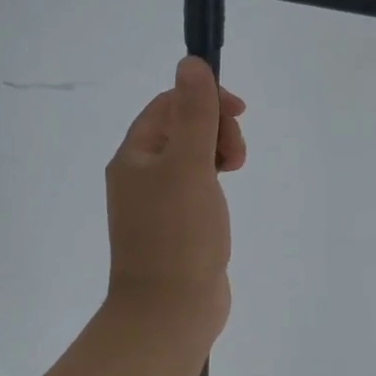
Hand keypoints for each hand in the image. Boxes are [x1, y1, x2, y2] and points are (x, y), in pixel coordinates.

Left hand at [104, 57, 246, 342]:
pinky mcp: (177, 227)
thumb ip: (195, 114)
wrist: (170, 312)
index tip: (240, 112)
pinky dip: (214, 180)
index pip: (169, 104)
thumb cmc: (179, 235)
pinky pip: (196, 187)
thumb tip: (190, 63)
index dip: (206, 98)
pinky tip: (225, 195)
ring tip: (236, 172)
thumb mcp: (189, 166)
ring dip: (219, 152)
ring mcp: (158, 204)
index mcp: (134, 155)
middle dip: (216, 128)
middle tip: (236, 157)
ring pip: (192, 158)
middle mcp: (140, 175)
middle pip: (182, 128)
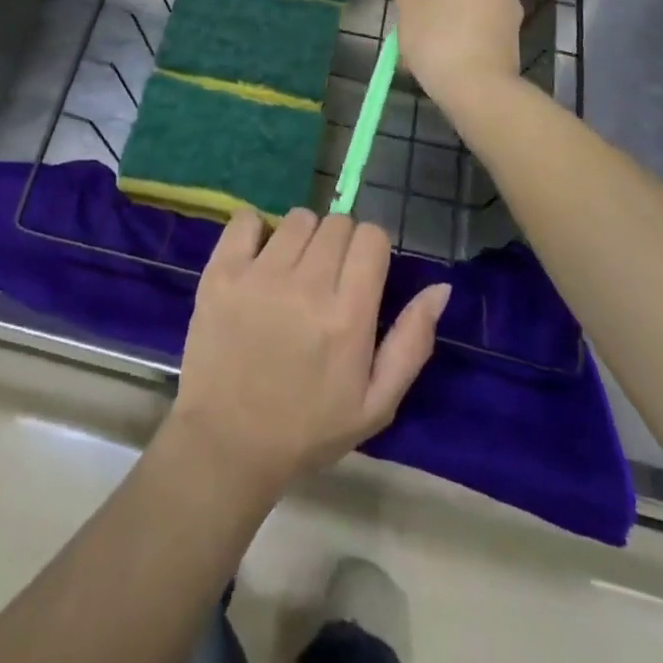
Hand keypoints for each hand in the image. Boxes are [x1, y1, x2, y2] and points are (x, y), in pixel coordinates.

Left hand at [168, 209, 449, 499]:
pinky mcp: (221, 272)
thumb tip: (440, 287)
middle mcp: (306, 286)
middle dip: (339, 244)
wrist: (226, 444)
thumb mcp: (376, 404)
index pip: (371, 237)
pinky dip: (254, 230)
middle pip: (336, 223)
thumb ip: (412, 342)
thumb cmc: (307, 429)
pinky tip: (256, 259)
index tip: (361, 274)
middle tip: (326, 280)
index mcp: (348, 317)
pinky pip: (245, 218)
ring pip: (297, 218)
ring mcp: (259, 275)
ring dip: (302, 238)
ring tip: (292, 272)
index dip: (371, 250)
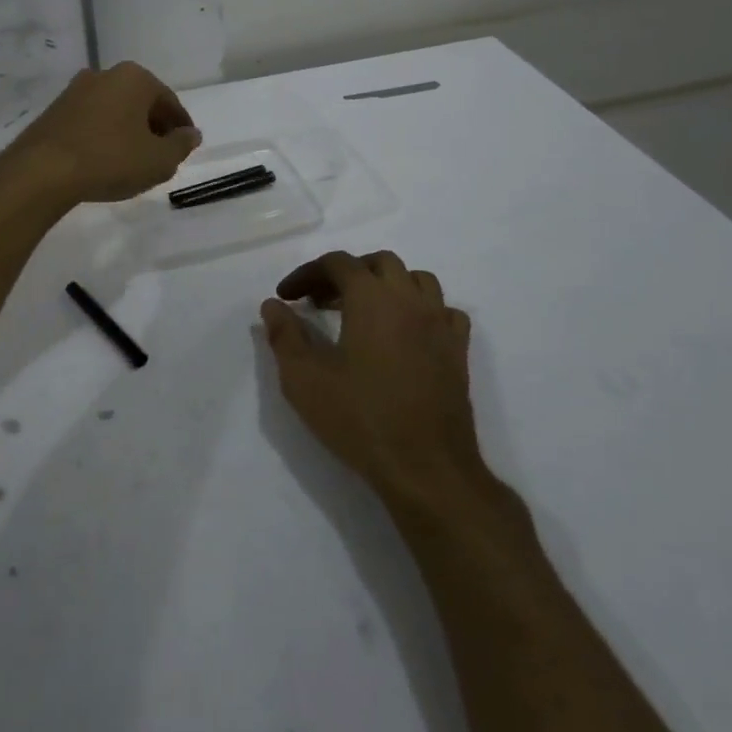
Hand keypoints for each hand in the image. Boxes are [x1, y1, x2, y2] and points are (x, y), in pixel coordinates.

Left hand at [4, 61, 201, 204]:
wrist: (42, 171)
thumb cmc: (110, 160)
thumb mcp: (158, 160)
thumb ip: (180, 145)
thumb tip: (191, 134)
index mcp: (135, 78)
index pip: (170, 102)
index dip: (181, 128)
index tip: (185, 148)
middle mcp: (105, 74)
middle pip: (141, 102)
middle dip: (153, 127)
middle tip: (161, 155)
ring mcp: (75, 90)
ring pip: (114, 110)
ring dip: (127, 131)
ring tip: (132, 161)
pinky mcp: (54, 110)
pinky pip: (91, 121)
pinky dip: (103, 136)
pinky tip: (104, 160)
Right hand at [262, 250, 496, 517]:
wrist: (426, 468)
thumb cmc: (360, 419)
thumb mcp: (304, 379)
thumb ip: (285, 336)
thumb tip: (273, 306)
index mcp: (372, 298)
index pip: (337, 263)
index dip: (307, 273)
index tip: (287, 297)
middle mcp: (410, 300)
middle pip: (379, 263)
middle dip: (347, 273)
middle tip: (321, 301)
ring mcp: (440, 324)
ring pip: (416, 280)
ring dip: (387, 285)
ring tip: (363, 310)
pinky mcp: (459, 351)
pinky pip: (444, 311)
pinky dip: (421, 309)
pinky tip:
■ ■ ■ ■
__Exercise directions__
With pictures excluded, the material is to be written out exactly as given.

__Final answer__
Hand keypoints for each hand in the image. Boxes are [x1, y1, x2, y2] and points are (x, y), in pixel coordinates.

Left hand at [104, 57, 246, 342]:
pinky mcp: (177, 227)
thumb ip: (195, 114)
wrist: (170, 312)
index tip: (240, 112)
pinky dip: (214, 180)
index pip: (169, 104)
thumb cmc: (179, 235)
pinky pip: (196, 187)
thumb tip: (190, 63)
index dip: (206, 98)
pinky tip: (225, 195)
ring tip: (236, 172)
thumb mcp: (189, 166)
ring dip: (219, 152)
ring mcp: (158, 204)
index mcp: (134, 155)
middle dip: (216, 128)
middle tip: (236, 157)
ring pip: (192, 158)
middle mcp: (140, 175)
middle pip: (182, 128)
Hand keypoints for each hand in the image. Boxes are [x1, y1, x2, y2] and points are (x, y), in pixel coordinates.

Left hand at [168, 209, 449, 499]:
pinky mcp: (221, 272)
thumb tip: (440, 287)
middle mcp: (306, 286)
middle dip: (339, 244)
wrist: (226, 444)
thumb mcp: (376, 404)
index pip: (371, 237)
pinky dip: (254, 230)
middle pip: (336, 223)
thumb ip: (412, 342)
thumb cmc: (307, 429)
pinky tip: (256, 259)
index tip: (361, 274)
middle tip: (326, 280)
index mcp: (348, 317)
pinky pip: (245, 218)
ring pip: (297, 218)
ring mcp: (259, 275)
ring dip: (302, 238)
ring tip: (292, 272)
index dip: (371, 250)
Hand keypoints for each hand in the image. Boxes are [x1, y1, x2, y2] and points are (x, y), in pixel coordinates.

Left hand at [4, 61, 201, 204]:
wrist: (42, 171)
thumb cmc: (110, 160)
thumb mcp: (158, 160)
thumb ip: (180, 145)
thumb tip: (191, 134)
index mcp: (135, 78)
index pip: (170, 102)
index dip: (181, 128)
index tip: (185, 148)
middle mcp: (105, 74)
middle pip: (141, 102)
middle dip: (153, 127)
middle tip: (161, 155)
ring mcp: (75, 90)
ring pip: (114, 110)
ring dip: (127, 131)
ring tip: (132, 161)
pinky mcp: (54, 110)
pinky pip: (91, 121)
pinky dip: (103, 136)
pinky tip: (104, 160)
Right hand at [262, 250, 496, 517]:
wrist: (426, 468)
thumb cmc: (360, 419)
thumb mcp: (304, 379)
thumb ip: (285, 336)
thumb tip: (273, 306)
index mcp: (372, 298)
index pip: (337, 263)
index dip: (307, 273)
index tip: (287, 297)
middle mcp: (410, 300)
middle pip: (379, 263)
middle dip: (347, 273)
middle tip: (321, 301)
ring mcp: (440, 324)
ring pip: (416, 280)
ring dip: (387, 285)
ring tip: (363, 310)
pinky mcp: (459, 351)
pinky pip: (444, 311)
pinky dip: (421, 309)
pinky tip:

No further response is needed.